BC Wildfire Service (BCWS) is the wildfire suppression service of the Canadian province of British Columbia. It is an element of the Ministry of Forests.

== Operations ==
For suppression purposes, the BCWS divides the province of British Columbia into six regional fire centres, each of which is responsible for managing wildfire response within its boundaries. These fire centres are in turn divided into local fire zones. Provincial level activities are managed by the Provincial Wildfire Coordination Centre in Kamloops and the BCWS Headquarters in Victoria.

== Crews ==
The BC Wildfire Service employs four types of wildfire suppression crews throughout the province. All BCWS firefighters are classified as Type 1 firefighters.

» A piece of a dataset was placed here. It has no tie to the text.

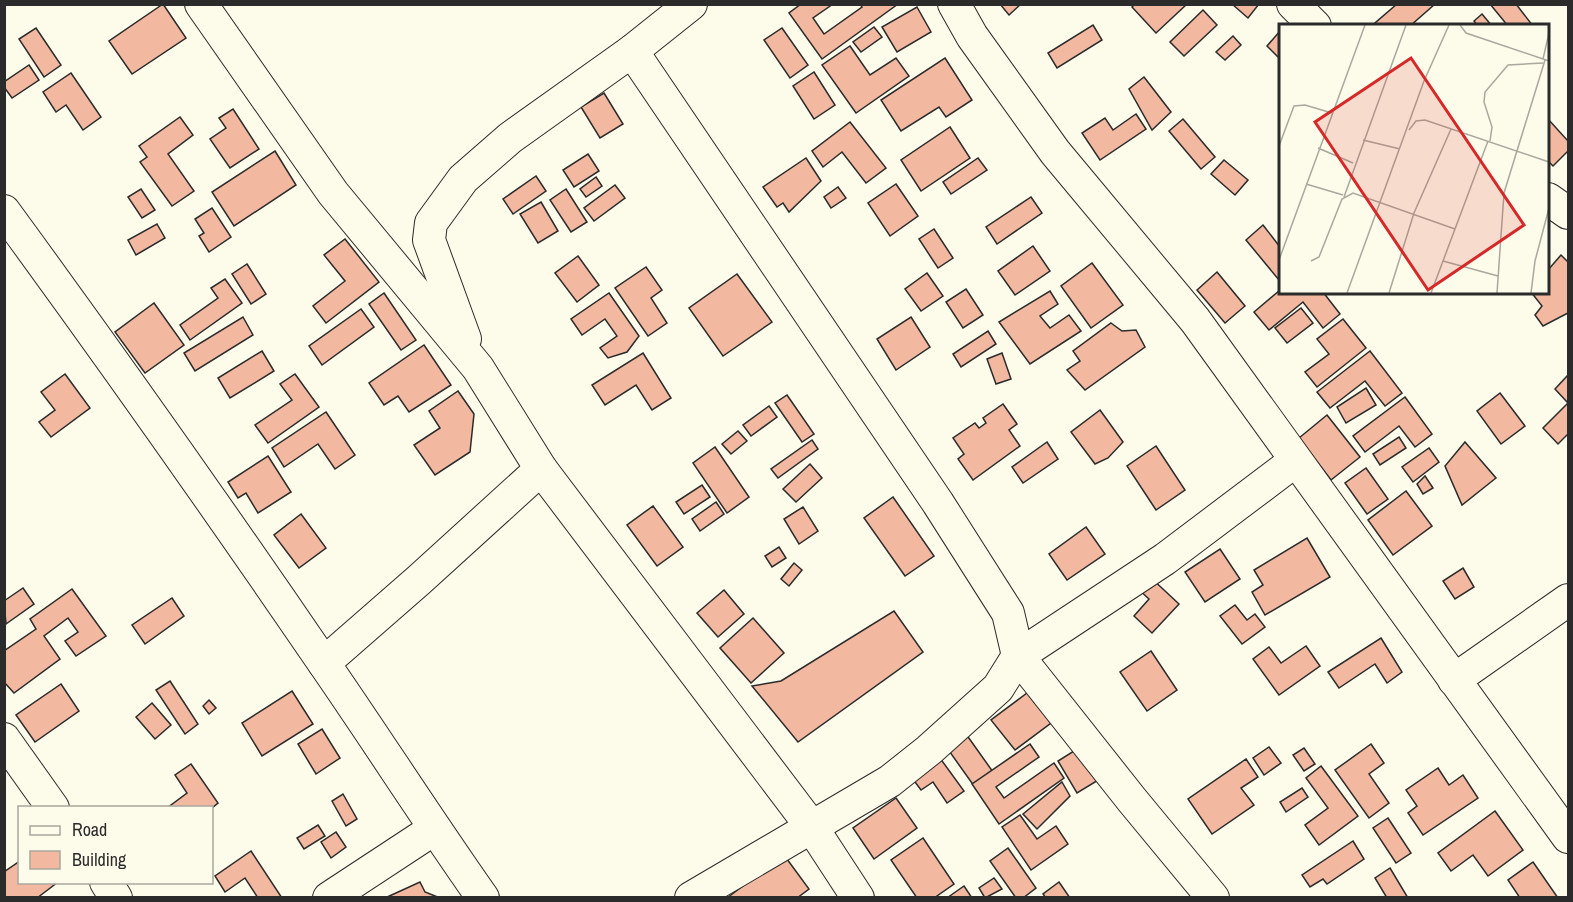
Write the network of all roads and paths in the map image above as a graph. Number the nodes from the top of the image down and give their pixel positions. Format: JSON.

- Initial Attack (IA) Crews Four-person crews which are usually the first to arrive to a newly reported wildfire. IA Crews respond to the majority of fires in British Columbia.
- Rapattack Crews Rappel-capable crews which respond to fires in inaccessible terrain. Rapattack firefighters rappel from a helicopter in close proximity to a fire. They may also construct helipads so that larger amounts of equipment and personnel may be brought to the fire.
- Parattack Crews Also known as smokejumpers, these firefighters parachute from fixed-wing aircraft, which allows the rapid deployment of several firefighters over great distances. Parattack crews are most utilized in the northeastern part of British Columbia.
- Unit Crews 20 person crews specializing in larger fires that have grown beyond initial attack capabilities. Unit crews oftentimes live in temporary fire camps and work for up to fourteen days at a time.

Once a fire is deemed contained, Type 2 firefighters, also known as contract crews, may be used to "mop-up" and patrol a fire to extinguish any remaining fire activity. All Type 2 firefighters in British Columbia are private contractors retained by the provincial government.

== Aviation ==
The agency pioneered the use of Automated Flight Following for fire helicopters in the 1980s. BC contracts out aerial firefighting to Conair Group of Abbotsford, British Columbia and Air Spray of Red Deer, Alberta, rather than maintaining its own flight staff and equipment.